The photograph in the background on this journal is taken from Little Rainbow looking towards Goat Flat well above Storm Lake. Each year we’ve climbed Little Rainbow as most people prefer to stay on the trail and traverse over to Goat Flat. This year, however, I had a feeling snow would be an issue for most people and therefore we may decide to take advantage of no one being around, hiking to Goat Flat rather than Little Rainbow. We met a group of three young men hiking out (we started in the early afternoon) who said they had been to the top of Little Rainbow and the trail was ok, though we were going to “get wet.” Wen led the way. An individual with two dogs was camped in the lower area just outside of an old avalanche path. There were countess snapped trees where a slide had probably occurred during the winter or early spring. In the section there was little snow, but plenty of mosquitos. His dogs left us alone and we hiked up to Storm Pass through old snow drifts and many wild flowers. We decided to cross over on the trail to Goat Flat. This presented two problem areas where the trail was snow covered. I decided, as I did not bring along a rope, for the two of us to hike below these problem areas staying and scaling above cragged cliffs below rather than risk falling through the snow in a few bad sections. It worked out fine and we made it to the Flat as a storm hit the distant peaks. I don’t know how she did it, but she did so never complaining wearing old sneakers. There was a brief period of rain and wind, but the weather cleared and we enjoyed all of the splendid scenery that the Pintler’s have to offer. She ate a PB&J and I had my traditional can of sardines. I pointed out the Bitterroots in the distance and where the Skalkaho crosses, also the East Fork of the Bitterroot area as well explaining how the elk migrate in the fall. Heavenly country this time of year especially with no one around.

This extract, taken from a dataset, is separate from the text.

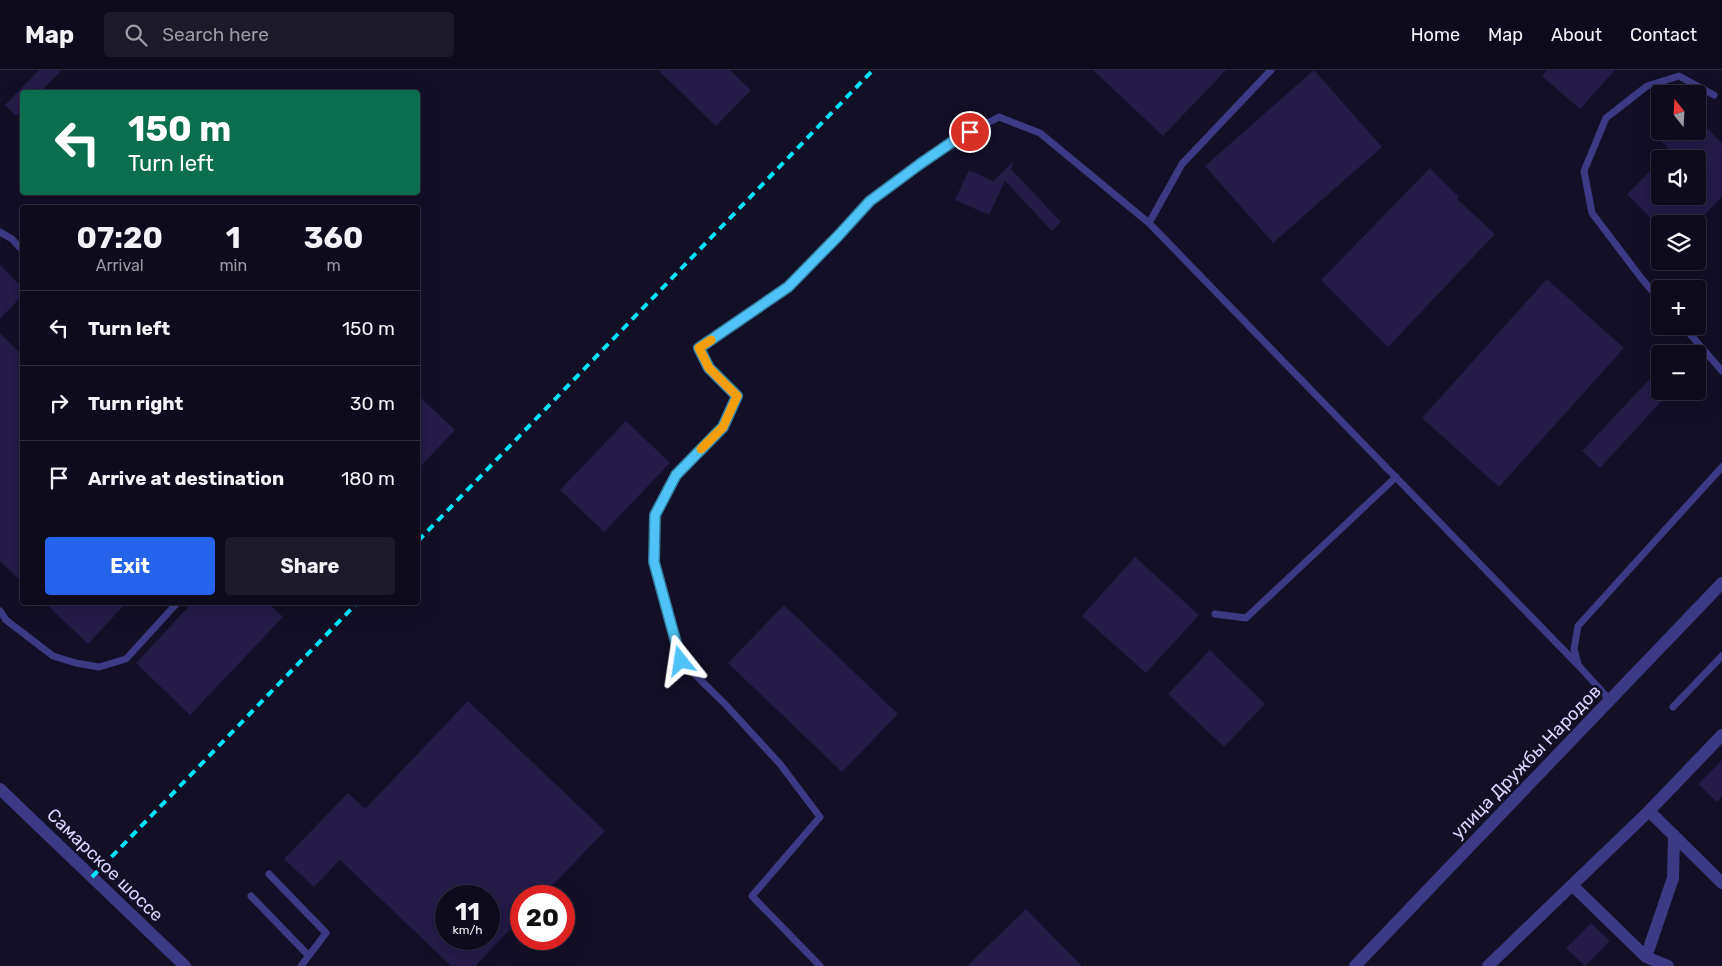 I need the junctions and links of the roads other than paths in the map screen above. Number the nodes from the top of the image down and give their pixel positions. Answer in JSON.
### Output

Following many photographs, we decided to hike down a scree field and then enjoyed a shallow snow slope. It was a spectacular afternoon. The Cutthroat trout were rising on Storm Lake when we arrived back to the original basin, following a brief visit with the fellow camping above. He mentioned he was from Alaska (he may have said near the Chugach area) and was basing out of the lower area below Little Rainbow’s granite face to explore the entire section. “These mosquitos are nothing compared to Alaska. I don’t even need a head net,” the hardy lad noted. One of his sled dogs was not as friendly this time ’round, protecting his master and snapping at Wen. This was understandable.